When you configure session recovery to resume from the last checkpoint, the Integration Service creates checkpoints in $PMStorageDir to determine where to start processing session recovery. When the Integration Service resumes a session, it restores the session state of operation, including the state of each source, target, and transformation. The Integration Service determines how much of the source data it needs to process.
When the Integration Service resumes a session, the recovery session must produce the same data as the original session. The session is not valid if you configure recovery to resume from the last checkpoint, but the session cannot produce repeatable data.
The Integration Service can recover flat file sources including FTP sources. It can truncate or append to flat file and FTP targets.
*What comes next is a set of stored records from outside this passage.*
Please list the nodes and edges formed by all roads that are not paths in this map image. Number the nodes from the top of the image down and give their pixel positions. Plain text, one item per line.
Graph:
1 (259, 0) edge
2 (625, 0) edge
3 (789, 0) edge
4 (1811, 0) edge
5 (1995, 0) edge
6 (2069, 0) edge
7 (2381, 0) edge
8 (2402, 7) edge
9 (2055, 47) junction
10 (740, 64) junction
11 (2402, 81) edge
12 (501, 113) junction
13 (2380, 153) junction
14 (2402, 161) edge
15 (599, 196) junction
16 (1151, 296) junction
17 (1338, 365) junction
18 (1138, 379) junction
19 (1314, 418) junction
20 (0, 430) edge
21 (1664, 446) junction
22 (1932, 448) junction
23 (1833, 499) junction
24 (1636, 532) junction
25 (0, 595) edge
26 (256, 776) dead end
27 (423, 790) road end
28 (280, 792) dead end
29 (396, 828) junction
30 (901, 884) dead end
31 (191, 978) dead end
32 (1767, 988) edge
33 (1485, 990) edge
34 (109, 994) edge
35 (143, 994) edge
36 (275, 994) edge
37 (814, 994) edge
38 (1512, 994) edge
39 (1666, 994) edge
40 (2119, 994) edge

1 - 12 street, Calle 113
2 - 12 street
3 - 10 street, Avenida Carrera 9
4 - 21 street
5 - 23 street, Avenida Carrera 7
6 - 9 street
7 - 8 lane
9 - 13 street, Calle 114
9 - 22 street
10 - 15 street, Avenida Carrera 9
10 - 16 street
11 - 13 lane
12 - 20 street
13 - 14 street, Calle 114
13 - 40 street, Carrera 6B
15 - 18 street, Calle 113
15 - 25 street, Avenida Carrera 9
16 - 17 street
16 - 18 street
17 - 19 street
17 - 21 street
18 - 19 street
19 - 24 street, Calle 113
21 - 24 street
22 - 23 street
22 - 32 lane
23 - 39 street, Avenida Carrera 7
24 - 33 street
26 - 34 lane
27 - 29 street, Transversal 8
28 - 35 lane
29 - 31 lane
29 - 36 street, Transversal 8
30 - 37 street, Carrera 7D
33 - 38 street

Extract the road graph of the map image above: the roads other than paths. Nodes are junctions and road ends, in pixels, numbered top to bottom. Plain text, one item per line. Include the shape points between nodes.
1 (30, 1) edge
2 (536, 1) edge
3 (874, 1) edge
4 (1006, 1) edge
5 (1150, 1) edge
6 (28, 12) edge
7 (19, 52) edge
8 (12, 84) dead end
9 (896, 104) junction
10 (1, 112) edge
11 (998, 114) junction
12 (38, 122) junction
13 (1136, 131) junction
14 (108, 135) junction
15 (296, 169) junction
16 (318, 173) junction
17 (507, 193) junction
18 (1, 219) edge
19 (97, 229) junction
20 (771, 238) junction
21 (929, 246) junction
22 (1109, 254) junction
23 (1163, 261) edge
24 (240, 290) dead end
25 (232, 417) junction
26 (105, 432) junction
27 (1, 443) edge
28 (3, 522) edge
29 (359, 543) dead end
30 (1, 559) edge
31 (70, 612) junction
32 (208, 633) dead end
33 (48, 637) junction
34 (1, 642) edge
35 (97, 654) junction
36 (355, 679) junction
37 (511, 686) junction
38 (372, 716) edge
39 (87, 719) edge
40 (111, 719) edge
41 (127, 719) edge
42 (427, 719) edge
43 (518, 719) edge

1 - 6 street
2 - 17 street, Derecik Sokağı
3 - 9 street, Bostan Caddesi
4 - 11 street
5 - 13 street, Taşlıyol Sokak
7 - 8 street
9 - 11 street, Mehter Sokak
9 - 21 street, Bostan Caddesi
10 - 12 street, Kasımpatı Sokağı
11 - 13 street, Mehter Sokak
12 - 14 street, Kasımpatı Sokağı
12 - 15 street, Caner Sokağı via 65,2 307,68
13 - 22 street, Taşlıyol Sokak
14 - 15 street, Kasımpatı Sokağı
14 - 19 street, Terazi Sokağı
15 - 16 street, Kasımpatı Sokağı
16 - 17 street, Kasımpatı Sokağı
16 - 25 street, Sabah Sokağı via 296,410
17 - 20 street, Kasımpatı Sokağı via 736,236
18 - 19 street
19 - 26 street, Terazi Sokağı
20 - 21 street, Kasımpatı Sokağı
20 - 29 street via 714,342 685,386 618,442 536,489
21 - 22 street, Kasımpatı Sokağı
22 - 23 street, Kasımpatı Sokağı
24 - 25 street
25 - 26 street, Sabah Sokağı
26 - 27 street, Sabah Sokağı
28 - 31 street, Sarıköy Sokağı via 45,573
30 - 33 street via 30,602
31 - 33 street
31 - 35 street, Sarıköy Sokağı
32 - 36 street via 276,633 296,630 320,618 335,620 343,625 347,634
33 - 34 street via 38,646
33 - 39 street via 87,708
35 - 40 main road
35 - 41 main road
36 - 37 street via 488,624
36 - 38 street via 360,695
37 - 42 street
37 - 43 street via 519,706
When you recover a session from the last checkpoint, the Integration Service restores the session state of operation to determine the type of recovery it can perform:
  • Incremental
    . The Integration Service starts processing data at the point of interruption. It does not read or transform rows that it processed before the interruption. By default, the Integration Service attempts to perform incremental recovery.
  • Full
    . The Integration Service reads all source rows again and performs all transformation logic if it cannot perform incremental recovery. The Integration Service begins writing to the target at the last commit point. If any session component requires full recovery, the Integration Service performs full recovery on the session.
The following table describes when the Integration Service performs incremental or full recovery, depending on the session configuration:
Component
Incremental Recovery
Full Recovery
Commit type
The session uses a source-based commit. The mapping does not contain any transformation that generates commits.
The session uses a target-based commit or user-defined commit.
Transformation Scope
Transformations propagate transactions and the transformation scope must be Transaction or Row.
At least one transformation is configured with the All transformation scope.
File Source
A file source supports incremental reads.
n/a
FTP Source
The FTP server must support the seek operation to allow incremental reads.
The FTP server does not support the seek operation.
Relational Source
A relational source supports incremental reads when the output is deterministic and repeatable. If the output is not deterministic and repeatable, the Integration Service supports incremental relational source reads by staging SQL results to a storage file.
n/a
VSAM Source
n/a
Integration Service performs full recovery.
XML Source
n/a
Integration Service performs full recovery.
XML Generator Transformation
An XML Generator transformation must be configured with Transaction transformation scope.
n/a
XML Target
An XML target must be configured to generate a new XML document on commit.